• [Exercise aim]: Go through the lines below and copy any that hold the string "from".
--- Data to process Enclosed Below ---
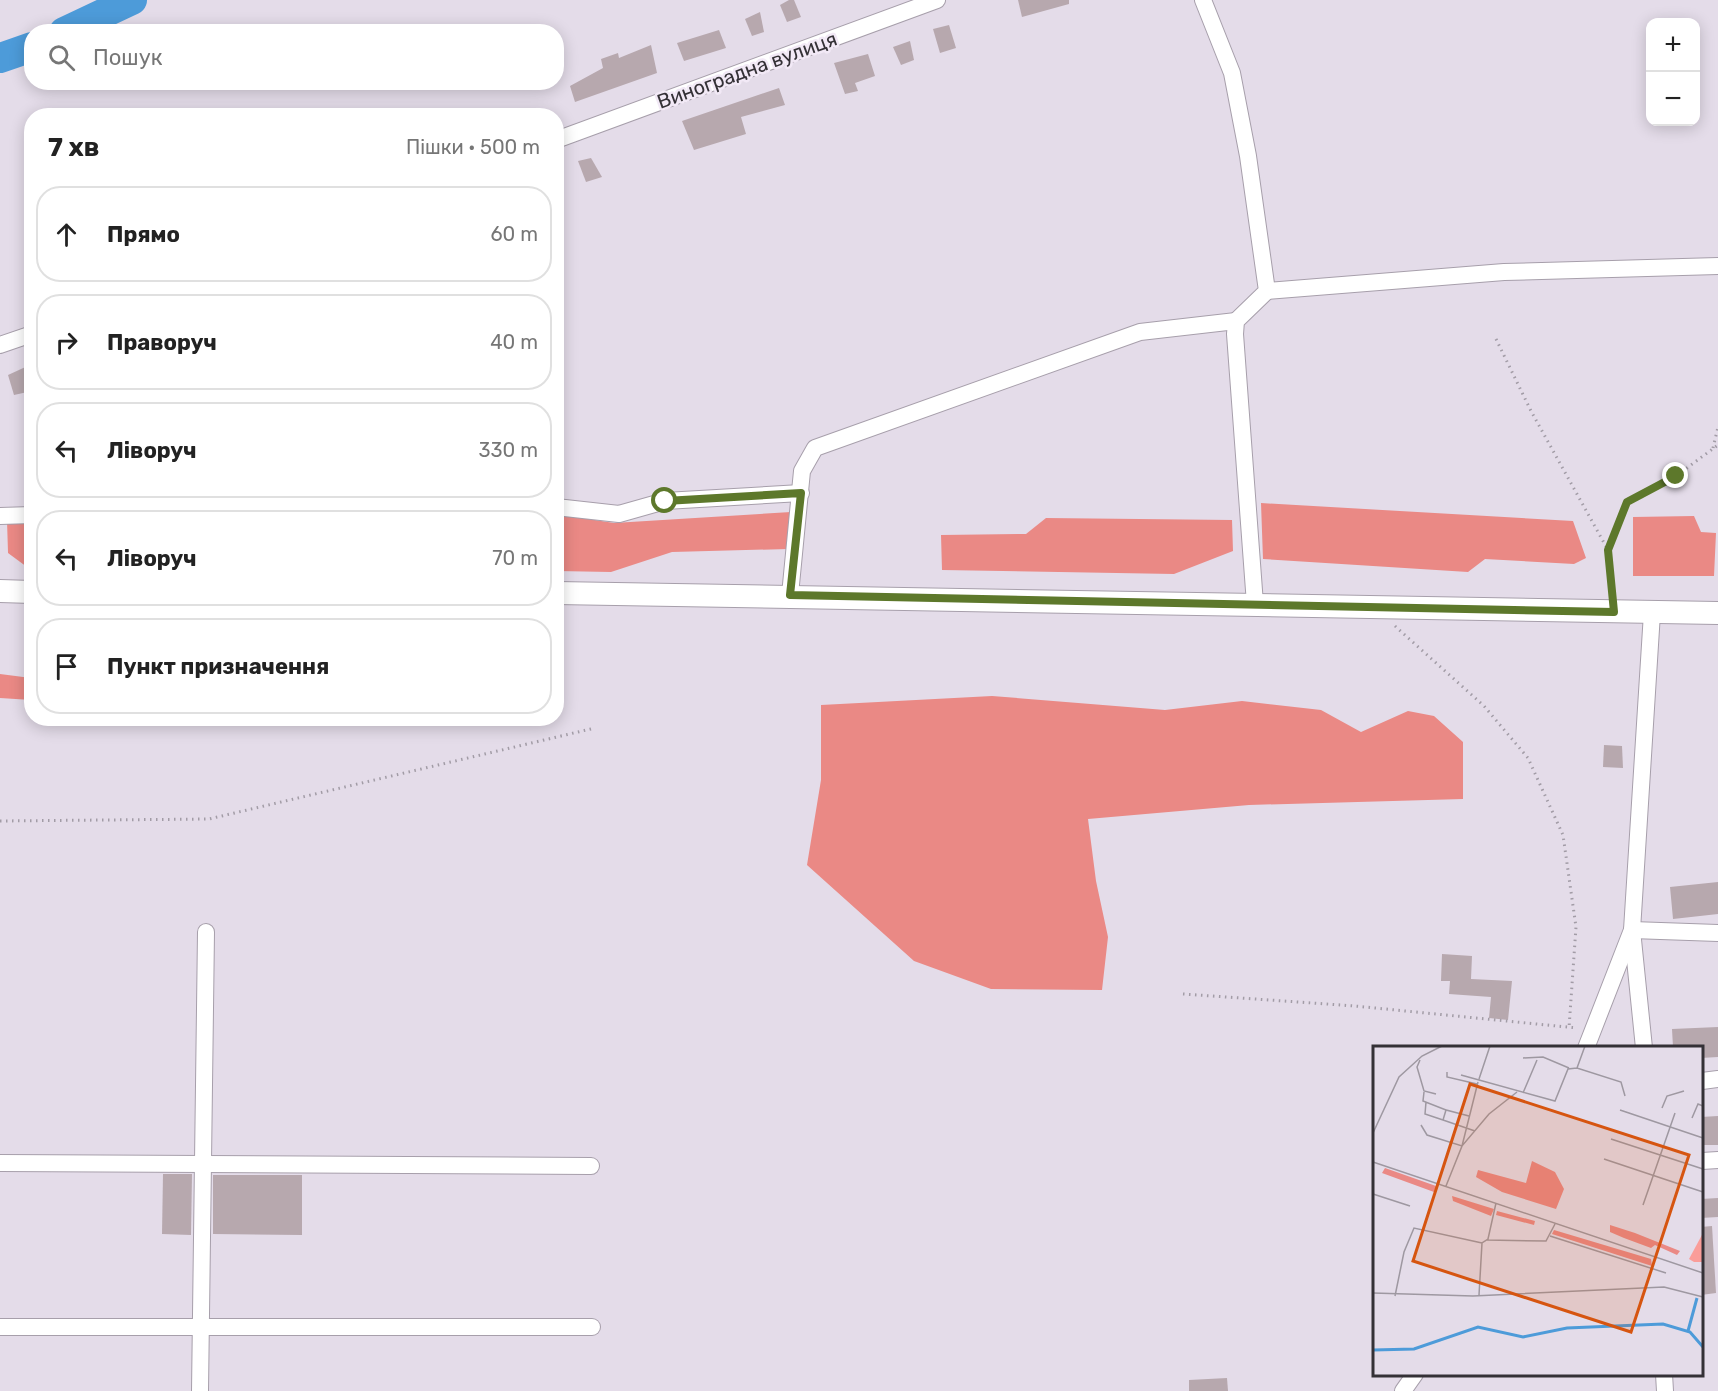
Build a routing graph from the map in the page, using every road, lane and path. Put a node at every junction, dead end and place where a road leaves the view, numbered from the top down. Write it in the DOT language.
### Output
--- End of Enclosed Data to process ---
--- Data to process Enclosed Below ---
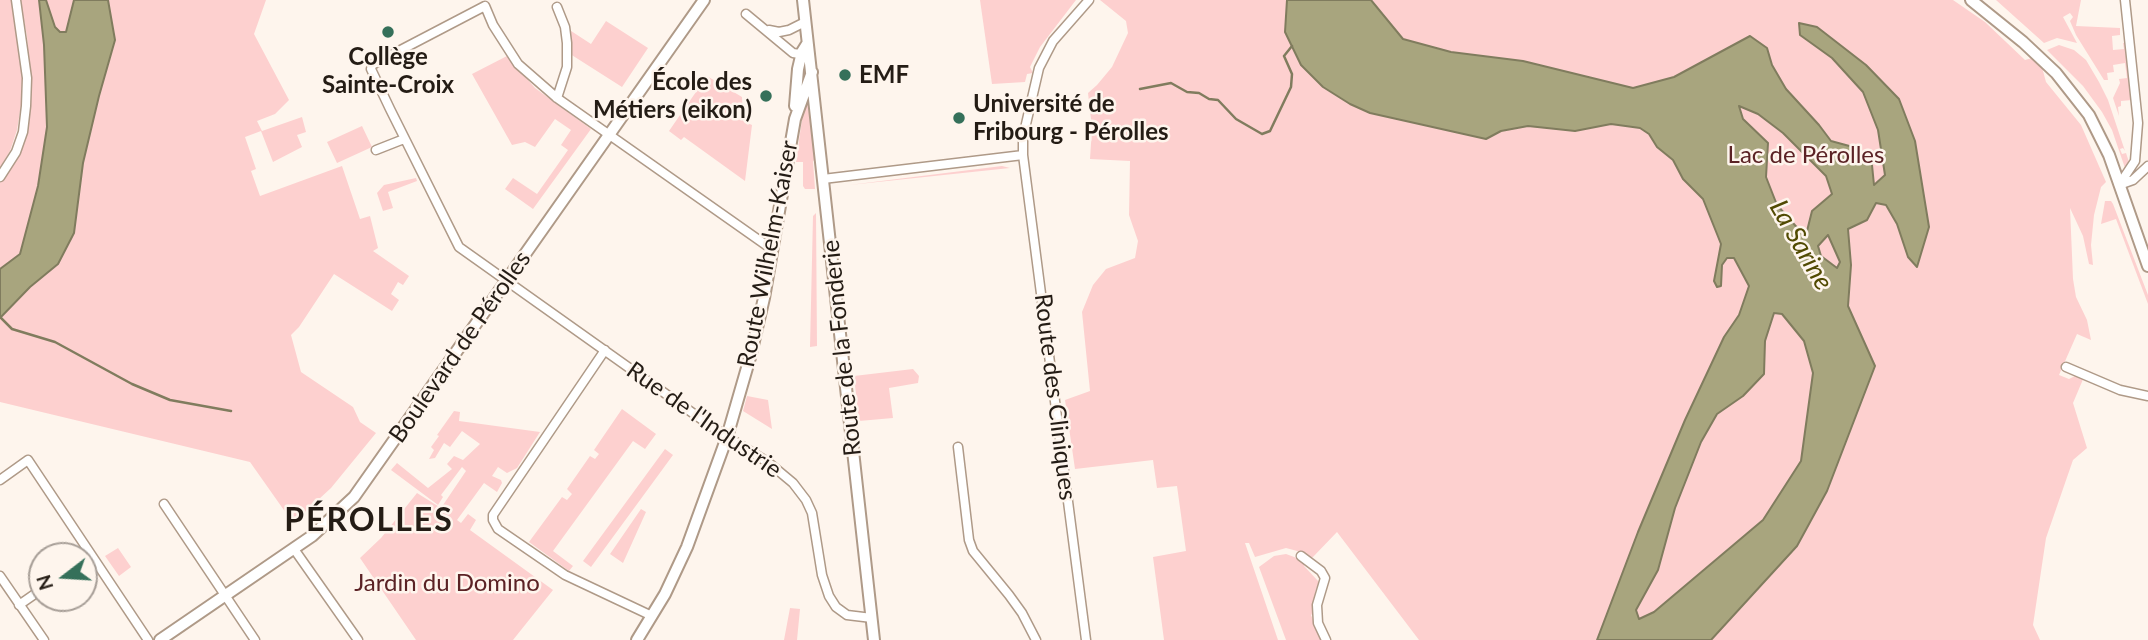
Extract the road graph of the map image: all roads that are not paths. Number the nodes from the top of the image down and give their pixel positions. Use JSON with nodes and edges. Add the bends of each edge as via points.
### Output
--- End of Enclosed Data to process ---
• [Response for this exercise]:
Build a routing graph from the map in the page, using every road, lane and path. Put a node at every junction, dead end and place where a road leaves the view, numbered from the top down. Write it in the DOT language.
Extract the road graph of the map image: all roads that are not paths. Number the nodes from the top of the image down and give their pixel positions. Use JSON with nodes and edges. Add the bends of each edge as via points.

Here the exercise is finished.